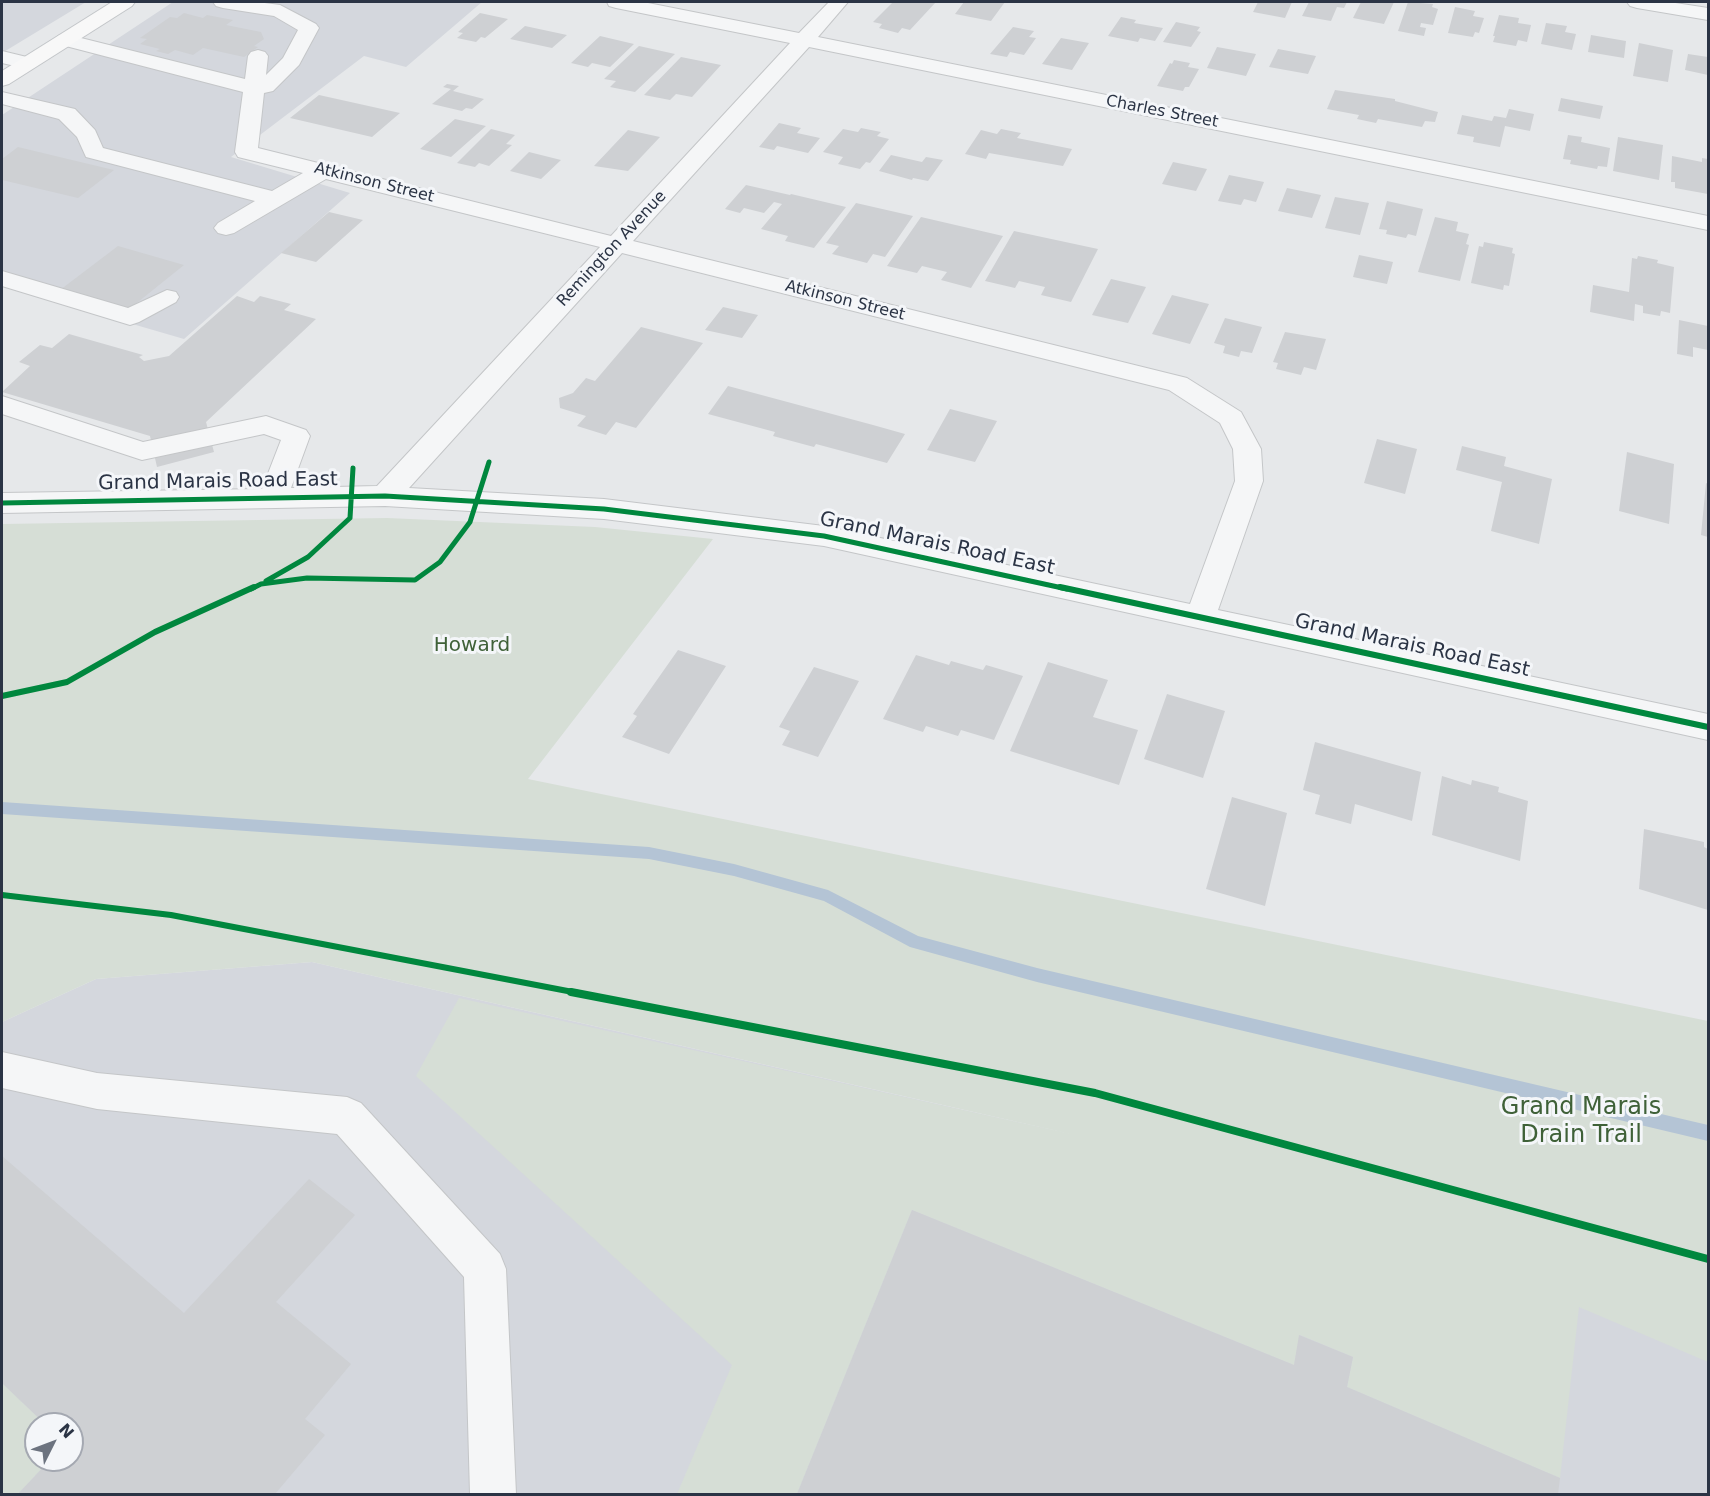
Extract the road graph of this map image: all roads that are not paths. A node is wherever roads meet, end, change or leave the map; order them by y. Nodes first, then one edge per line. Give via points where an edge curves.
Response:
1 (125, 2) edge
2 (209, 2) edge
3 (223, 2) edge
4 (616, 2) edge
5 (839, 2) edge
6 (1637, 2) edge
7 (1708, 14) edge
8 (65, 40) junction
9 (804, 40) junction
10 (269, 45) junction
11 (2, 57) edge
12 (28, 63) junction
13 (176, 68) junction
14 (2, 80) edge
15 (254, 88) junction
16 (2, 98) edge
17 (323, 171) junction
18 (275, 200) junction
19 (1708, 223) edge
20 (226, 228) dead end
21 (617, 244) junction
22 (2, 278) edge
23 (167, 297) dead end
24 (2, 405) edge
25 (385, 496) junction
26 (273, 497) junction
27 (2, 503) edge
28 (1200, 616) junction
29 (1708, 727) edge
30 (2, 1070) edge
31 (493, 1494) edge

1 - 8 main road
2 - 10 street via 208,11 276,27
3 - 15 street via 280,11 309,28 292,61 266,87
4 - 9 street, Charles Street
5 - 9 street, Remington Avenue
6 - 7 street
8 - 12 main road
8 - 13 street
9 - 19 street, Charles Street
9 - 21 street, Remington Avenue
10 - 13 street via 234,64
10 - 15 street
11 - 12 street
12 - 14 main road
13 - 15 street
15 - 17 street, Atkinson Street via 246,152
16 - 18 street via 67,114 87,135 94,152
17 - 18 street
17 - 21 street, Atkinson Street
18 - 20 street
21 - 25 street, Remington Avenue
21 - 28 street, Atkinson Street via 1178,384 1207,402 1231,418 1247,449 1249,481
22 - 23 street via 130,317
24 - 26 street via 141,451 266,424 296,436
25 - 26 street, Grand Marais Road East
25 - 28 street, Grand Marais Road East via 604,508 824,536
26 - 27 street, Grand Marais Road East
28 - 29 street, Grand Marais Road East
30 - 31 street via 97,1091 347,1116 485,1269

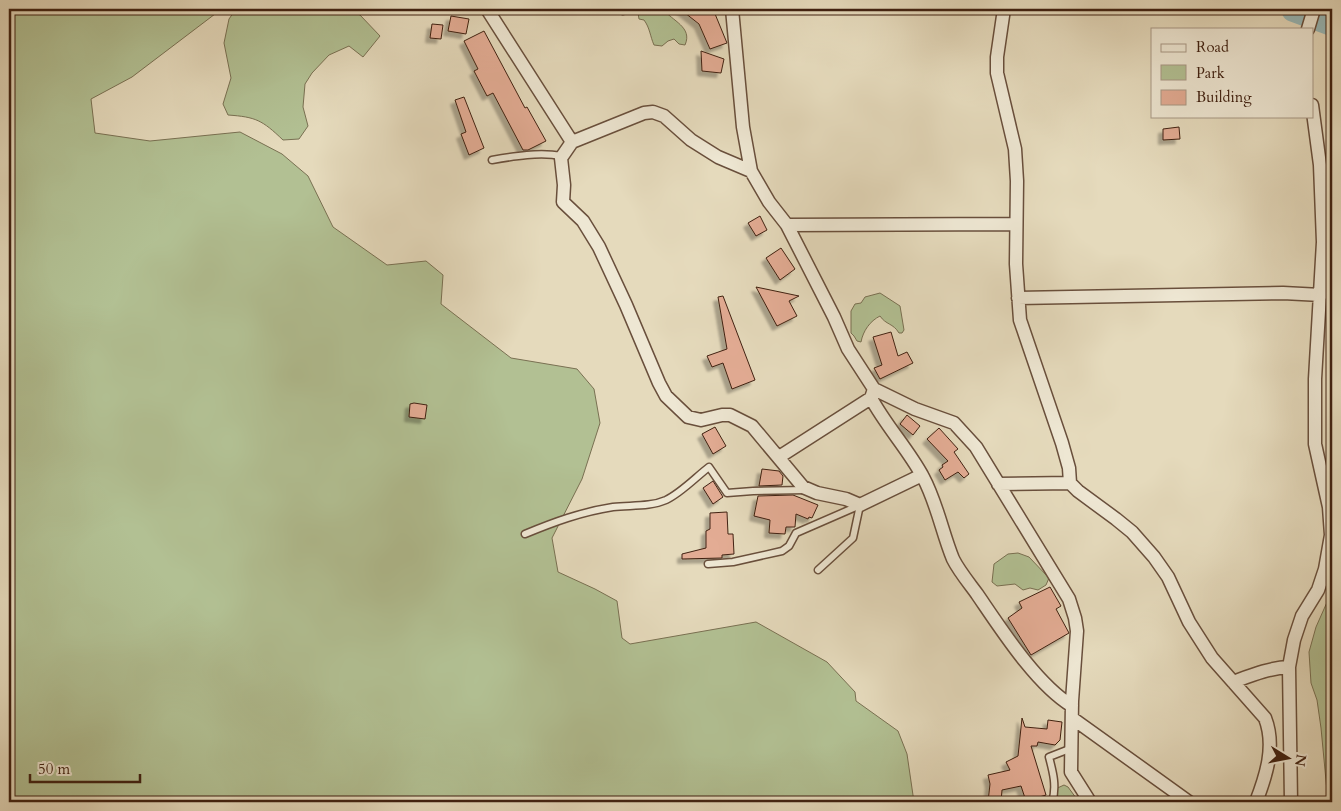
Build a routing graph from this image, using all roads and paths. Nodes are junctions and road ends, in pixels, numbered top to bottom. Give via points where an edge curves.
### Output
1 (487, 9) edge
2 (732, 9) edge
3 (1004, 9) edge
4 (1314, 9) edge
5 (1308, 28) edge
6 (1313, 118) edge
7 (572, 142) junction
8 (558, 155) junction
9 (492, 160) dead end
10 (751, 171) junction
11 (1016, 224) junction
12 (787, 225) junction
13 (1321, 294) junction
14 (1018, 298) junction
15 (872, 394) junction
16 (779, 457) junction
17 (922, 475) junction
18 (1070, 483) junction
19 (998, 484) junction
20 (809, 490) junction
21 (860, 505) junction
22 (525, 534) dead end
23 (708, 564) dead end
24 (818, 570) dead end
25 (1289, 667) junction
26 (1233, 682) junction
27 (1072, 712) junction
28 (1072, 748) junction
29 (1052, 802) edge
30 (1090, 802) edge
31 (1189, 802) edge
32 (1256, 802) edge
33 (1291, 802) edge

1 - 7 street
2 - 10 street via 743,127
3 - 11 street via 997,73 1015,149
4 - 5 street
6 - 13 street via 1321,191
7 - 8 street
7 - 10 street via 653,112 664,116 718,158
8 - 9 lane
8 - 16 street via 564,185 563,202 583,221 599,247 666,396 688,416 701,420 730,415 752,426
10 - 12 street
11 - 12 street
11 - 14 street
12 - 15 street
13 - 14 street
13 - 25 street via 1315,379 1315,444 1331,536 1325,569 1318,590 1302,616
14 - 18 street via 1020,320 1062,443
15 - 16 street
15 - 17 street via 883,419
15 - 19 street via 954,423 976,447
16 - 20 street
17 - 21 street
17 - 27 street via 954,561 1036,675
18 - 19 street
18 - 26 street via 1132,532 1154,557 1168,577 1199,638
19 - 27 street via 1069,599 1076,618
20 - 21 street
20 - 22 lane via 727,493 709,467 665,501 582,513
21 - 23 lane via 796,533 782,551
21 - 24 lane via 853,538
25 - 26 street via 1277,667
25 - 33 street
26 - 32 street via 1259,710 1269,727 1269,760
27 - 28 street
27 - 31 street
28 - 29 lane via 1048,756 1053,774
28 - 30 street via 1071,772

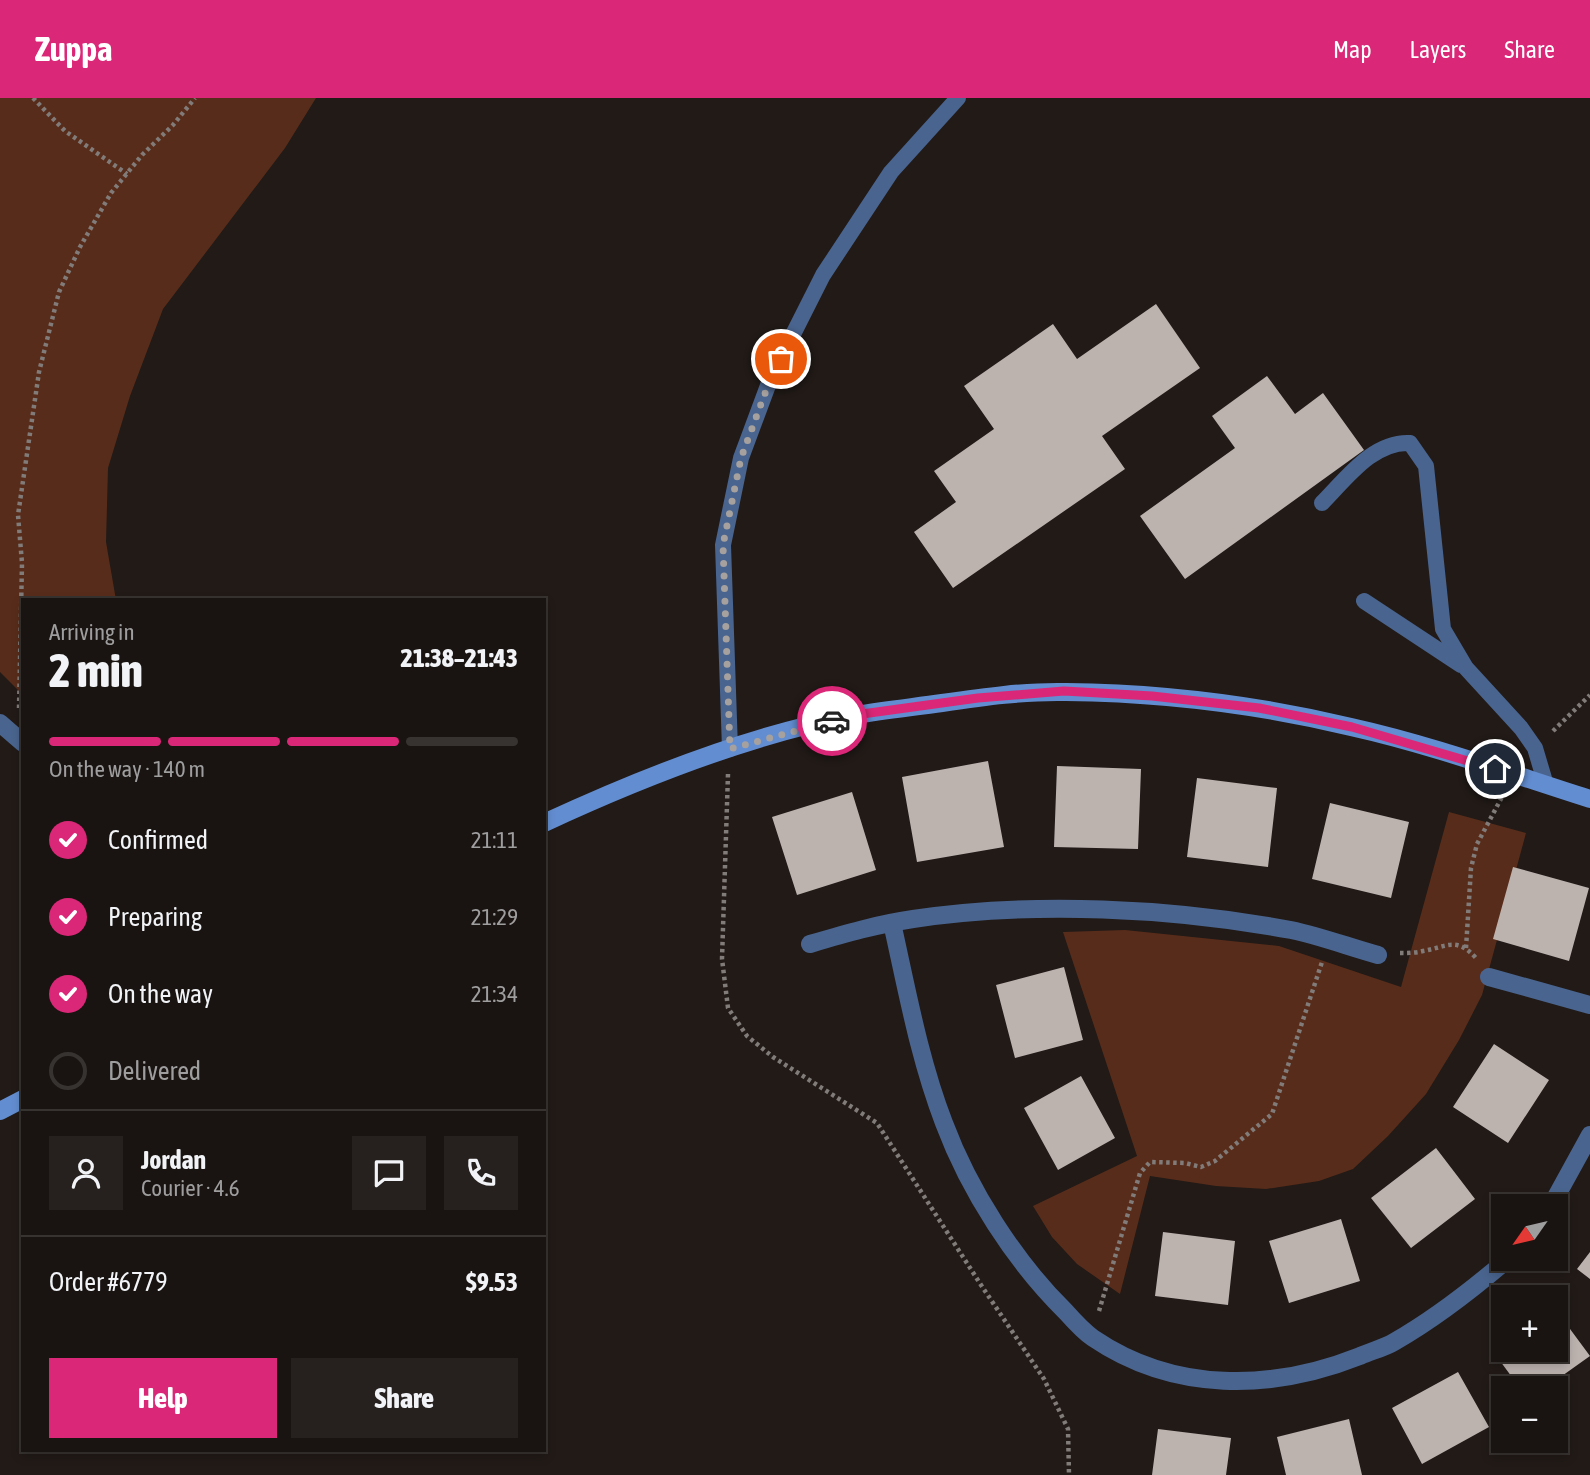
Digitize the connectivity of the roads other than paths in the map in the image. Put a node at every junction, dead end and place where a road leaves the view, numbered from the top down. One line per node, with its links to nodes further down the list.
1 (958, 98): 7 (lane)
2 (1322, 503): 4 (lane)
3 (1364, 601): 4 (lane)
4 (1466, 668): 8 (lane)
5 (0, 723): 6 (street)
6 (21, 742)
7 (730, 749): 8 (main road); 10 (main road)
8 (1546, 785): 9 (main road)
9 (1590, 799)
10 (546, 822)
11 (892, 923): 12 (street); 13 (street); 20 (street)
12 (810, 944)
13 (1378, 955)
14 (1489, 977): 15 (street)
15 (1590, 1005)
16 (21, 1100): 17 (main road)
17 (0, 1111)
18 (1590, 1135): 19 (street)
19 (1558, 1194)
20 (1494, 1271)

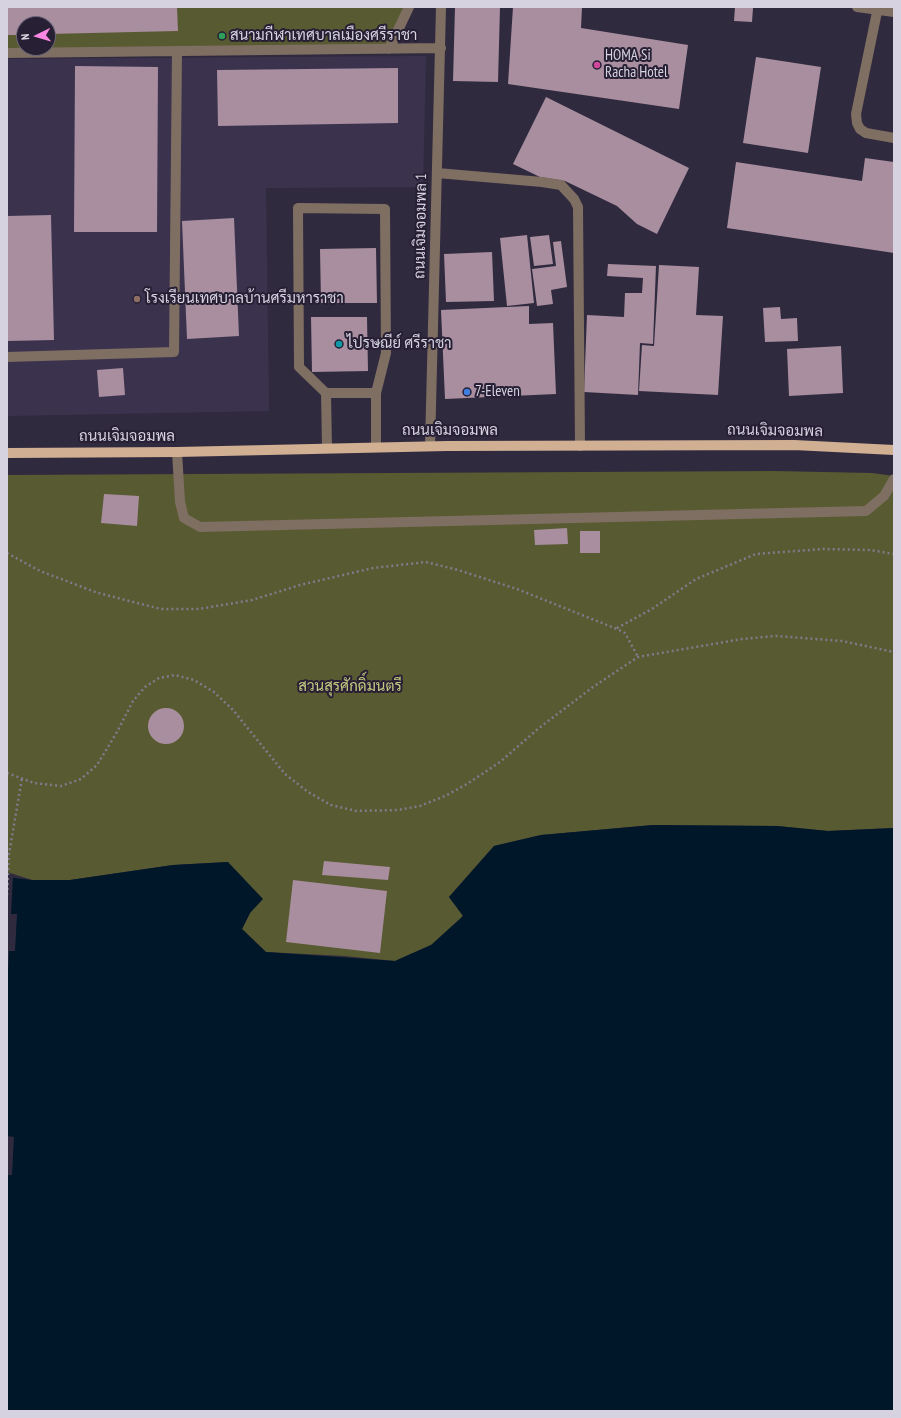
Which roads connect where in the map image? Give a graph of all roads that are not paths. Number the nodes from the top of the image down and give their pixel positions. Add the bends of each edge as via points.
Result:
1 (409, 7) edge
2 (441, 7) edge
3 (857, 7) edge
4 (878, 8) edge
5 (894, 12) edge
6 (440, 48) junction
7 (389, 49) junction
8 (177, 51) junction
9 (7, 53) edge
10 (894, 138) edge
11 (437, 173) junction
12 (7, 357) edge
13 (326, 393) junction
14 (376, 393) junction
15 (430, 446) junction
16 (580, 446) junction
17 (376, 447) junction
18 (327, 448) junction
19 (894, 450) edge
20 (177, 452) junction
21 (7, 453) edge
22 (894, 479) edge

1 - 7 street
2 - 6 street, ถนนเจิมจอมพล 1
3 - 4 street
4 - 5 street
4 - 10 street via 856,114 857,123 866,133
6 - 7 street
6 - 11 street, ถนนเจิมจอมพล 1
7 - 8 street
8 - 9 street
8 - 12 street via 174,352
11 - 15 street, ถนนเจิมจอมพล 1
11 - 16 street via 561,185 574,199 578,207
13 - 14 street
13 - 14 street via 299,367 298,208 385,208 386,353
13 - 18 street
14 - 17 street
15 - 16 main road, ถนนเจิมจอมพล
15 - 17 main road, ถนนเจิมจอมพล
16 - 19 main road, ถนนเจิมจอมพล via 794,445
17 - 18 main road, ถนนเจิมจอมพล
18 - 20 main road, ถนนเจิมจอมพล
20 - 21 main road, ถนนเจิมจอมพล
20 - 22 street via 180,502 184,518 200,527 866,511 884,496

## Exercise
In the records above, copy exactly everything from the line that has "Digitize the connectivity" down to the line that has "Which roads connect", both ends included, and leave out the pictures.

## Answer
Digitize the connectivity of the roads other than paths in the map in the image. Put a node at every junction, dead end and place where a road leaves the view, numbered from the top down. One line per node, with its links to nodes further down the list.
1 (958, 98): 7 (lane)
2 (1322, 503): 4 (lane)
3 (1364, 601): 4 (lane)
4 (1466, 668): 8 (lane)
5 (0, 723): 6 (street)
6 (21, 742)
7 (730, 749): 8 (main road); 10 (main road)
8 (1546, 785): 9 (main road)
9 (1590, 799)
10 (546, 822)
11 (892, 923): 12 (street); 13 (street); 20 (street)
12 (810, 944)
13 (1378, 955)
14 (1489, 977): 15 (street)
15 (1590, 1005)
16 (21, 1100): 17 (main road)
17 (0, 1111)
18 (1590, 1135): 19 (street)
19 (1558, 1194)
20 (1494, 1271)

Which roads connect where in the map image? Give a graph of all roads that are not paths. Number the nodes from the top of the image down and give their pixel positions. Add the bends of each edge as via points.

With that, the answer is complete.